People sometimes ask what we actually do all day. Fair question. NDIS work is hard to picture from the outside. Here is a slice of a regular Tuesday at Bright Companion.
We will not name names, for privacy reasons. The story is real, the details have been changed.
Before 7am
The first shift of the day is usually a morning personal care visit. A support worker arrives at a participant’s home before breakfast, knocks lightly, and uses the key they have been given.
Showering, dressing, breakfast prep. Short, calm, practiced. The worker has been with this participant for a year. They know that two slices of toast and a cup of tea need to be ready before the radio news starts at seven.
While that is happening, our duty phone is already on. The duty phone covers anything urgent overnight or first thing. Most mornings it is quiet. Some mornings a worker calls in sick, and we need to find cover before the shift starts.
8am to 9am
The office begins to fill up. Schedulers check the roster against the day’s plan. Anyone off sick. Anyone running late. Anyone with a vehicle issue. The whiteboard goes up. Red sticky notes for the gaps, green for the shifts that are covered.
Our scheduler rings around to fill the red ones. Sometimes that means asking a worker to do an extra shift. Sometimes it means rebooking a non-urgent shift to later in the week. The participant always gets a call to let them know.
9am to noon
The bulk of the morning is community work. Support workers drive participants to medical appointments, to shopping, to TAFE, to volunteer roles. Across Deer Park, Sunshine, Caroline Springs, Melton, and beyond.
In our Deer Park centre, a small group programme runs. Today it is cooking. Four participants and two staff. The menu is sausage rolls and a salad. The grocery shopping happened yesterday with two of the same participants, partly as a life-skills session.
The office handles emails and calls. Referrals come in. Plan managers ring with invoice questions. A support coordinator asks for an update on a participant.
Lunchtime
Group lunch at the centre. Whatever the group cooked is what everyone eats. Workers eat with participants, not at a separate table. The food is always shared, and so are the dish duties after.
In the office, the team grabs lunch in waves so the phones stay covered. Many of us eat at our desks. It is not glamorous, but it works.
1pm to 4pm
The afternoon mirrors the morning, with a slightly different mix. School pick-ups for younger participants. Community supports continue. A few participants do their first shift with a new worker today, so the scheduler checks in with each one after the shift to see how it went.
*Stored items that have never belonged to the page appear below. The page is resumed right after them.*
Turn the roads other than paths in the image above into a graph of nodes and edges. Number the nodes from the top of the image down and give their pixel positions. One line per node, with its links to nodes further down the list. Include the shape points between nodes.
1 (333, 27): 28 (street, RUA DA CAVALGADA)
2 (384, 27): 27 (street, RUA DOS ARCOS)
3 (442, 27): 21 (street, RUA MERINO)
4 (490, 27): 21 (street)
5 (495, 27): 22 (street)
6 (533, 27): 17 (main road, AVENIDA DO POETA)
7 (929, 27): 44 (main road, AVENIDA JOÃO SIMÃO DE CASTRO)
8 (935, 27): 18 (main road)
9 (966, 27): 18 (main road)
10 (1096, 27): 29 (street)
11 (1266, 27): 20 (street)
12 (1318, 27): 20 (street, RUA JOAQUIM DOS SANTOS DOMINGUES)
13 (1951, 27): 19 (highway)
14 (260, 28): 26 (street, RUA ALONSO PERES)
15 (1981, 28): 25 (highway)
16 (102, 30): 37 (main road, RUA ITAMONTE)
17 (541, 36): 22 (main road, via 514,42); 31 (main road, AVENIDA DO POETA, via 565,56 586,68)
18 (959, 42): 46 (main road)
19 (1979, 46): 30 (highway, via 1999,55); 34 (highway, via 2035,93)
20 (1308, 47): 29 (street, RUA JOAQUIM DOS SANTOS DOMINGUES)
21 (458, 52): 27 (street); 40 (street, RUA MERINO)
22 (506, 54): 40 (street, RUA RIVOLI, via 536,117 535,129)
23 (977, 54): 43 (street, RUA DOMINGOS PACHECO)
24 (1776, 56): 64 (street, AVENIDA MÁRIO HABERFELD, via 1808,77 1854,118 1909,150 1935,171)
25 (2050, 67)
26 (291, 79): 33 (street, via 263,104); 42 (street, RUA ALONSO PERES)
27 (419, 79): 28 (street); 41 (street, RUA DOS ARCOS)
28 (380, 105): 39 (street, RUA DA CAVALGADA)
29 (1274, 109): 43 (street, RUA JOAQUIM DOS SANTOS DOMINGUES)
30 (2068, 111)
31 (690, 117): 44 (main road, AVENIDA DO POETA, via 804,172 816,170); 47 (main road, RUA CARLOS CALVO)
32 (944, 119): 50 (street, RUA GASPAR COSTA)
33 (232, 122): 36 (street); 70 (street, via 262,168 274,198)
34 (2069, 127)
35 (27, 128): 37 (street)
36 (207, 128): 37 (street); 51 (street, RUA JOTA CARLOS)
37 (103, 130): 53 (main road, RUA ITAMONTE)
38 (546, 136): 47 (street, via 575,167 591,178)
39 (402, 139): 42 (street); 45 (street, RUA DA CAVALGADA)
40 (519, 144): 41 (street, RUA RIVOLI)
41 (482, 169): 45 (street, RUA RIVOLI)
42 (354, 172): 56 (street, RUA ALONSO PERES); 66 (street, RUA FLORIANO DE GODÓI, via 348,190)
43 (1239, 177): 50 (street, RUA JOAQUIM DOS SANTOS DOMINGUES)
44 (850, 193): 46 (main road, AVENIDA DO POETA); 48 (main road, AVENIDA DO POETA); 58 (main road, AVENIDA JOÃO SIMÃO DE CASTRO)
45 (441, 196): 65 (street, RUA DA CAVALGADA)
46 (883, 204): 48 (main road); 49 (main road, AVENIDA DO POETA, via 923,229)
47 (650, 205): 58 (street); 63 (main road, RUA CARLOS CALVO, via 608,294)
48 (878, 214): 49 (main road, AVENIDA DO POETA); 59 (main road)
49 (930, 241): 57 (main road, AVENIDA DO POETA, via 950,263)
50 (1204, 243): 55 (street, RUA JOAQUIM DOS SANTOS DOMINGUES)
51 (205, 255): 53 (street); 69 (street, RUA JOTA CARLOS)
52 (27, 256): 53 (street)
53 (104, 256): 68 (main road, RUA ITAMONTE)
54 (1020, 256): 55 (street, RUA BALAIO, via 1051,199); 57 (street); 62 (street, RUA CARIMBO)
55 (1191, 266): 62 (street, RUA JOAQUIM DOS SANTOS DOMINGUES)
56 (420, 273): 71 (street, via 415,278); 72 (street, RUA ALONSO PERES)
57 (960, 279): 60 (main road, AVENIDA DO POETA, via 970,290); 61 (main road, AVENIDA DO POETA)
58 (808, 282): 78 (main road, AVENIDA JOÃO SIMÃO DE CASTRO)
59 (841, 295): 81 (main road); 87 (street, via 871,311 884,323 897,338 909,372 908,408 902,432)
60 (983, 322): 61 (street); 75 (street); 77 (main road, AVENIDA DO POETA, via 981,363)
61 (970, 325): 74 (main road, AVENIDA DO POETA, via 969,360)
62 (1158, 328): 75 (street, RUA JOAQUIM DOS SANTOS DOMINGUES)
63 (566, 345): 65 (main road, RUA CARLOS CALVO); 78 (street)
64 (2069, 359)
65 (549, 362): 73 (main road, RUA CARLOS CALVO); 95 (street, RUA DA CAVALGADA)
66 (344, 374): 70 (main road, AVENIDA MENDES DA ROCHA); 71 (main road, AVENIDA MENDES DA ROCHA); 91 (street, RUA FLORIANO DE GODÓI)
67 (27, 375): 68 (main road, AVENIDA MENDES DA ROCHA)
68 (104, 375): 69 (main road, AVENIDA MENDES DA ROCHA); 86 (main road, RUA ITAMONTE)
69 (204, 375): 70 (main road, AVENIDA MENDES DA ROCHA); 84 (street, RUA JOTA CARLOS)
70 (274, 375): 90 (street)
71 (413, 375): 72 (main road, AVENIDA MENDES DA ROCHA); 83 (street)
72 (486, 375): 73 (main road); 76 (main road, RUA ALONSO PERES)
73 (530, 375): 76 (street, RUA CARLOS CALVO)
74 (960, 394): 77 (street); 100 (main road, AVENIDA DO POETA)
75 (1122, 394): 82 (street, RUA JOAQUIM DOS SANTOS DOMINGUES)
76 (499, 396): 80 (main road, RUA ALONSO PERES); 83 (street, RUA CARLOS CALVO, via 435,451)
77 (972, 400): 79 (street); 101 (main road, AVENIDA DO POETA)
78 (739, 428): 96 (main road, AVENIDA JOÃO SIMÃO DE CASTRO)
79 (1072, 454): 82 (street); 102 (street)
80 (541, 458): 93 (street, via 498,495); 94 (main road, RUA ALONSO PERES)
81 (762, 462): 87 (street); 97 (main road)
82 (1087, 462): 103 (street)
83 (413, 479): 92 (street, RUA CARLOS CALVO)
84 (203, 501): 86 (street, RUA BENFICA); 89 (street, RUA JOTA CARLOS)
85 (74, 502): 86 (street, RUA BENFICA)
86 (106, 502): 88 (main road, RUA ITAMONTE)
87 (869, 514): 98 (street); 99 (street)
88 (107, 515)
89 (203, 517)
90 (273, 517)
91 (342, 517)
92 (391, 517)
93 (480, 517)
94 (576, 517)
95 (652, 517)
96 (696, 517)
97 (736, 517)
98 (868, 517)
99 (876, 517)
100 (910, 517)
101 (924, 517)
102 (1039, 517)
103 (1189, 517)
A new participant comes in for a meet and greet at three. The conversation runs for an hour. We listen, we ask about goals, we sketch a possible roster on a piece of paper. The participant leaves with a printed copy and a follow-up call booked for next week. No pressure to sign anything yet.
4pm to 6pm
Some participants need help getting ready for the evening. Dinner prep, medication prompts, a walk before sunset. Other participants finish work or programmes and need transport home. The roster gets busy again.
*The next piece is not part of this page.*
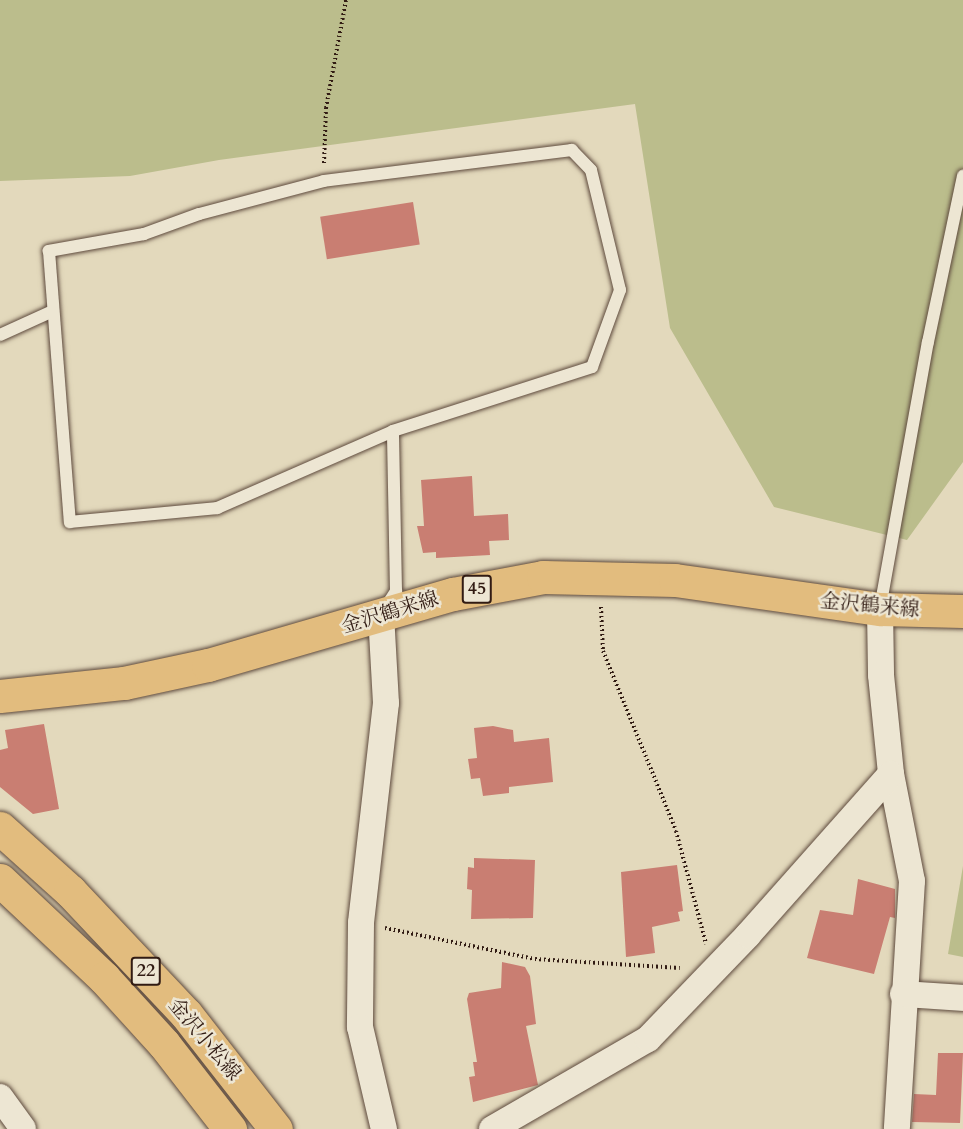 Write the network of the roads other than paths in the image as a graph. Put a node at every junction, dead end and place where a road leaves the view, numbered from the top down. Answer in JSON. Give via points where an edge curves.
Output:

In the office, the team writes up shift notes, checks worker timesheets, and starts on the next day’s roster. Tomorrow’s whiteboard goes up before everyone leaves.
After hours
The duty phone moves to the on-call manager for the night. Most nights it stays quiet. If a participant or family member needs help, they get a real person, not voicemail.
Workers running late shifts log in and out through the app. Notes appear in our system in real time. By the time the morning crew arrives tomorrow, the duty phone gets handed back and the whiteboard tells the story of what happened overnight.
What ties it all together
Three things, really.
Small, consistent teams. Participants get a known face, not whoever happens to be free.
Honest communication. We tell people when we are running late. We tell people when we cannot help. We tell people the truth about what is in their plan.
Local knowledge. Every worker knows where to park near the Sunshine hospital, which bus to catch into the city, and the quietest table at the Caroline Springs cafes.
The bottom line
The work is not glamorous, but it is steady, careful, and human. A good day at Bright Companion is a day where every participant got what they expected, on time, with respect. That is the whole job.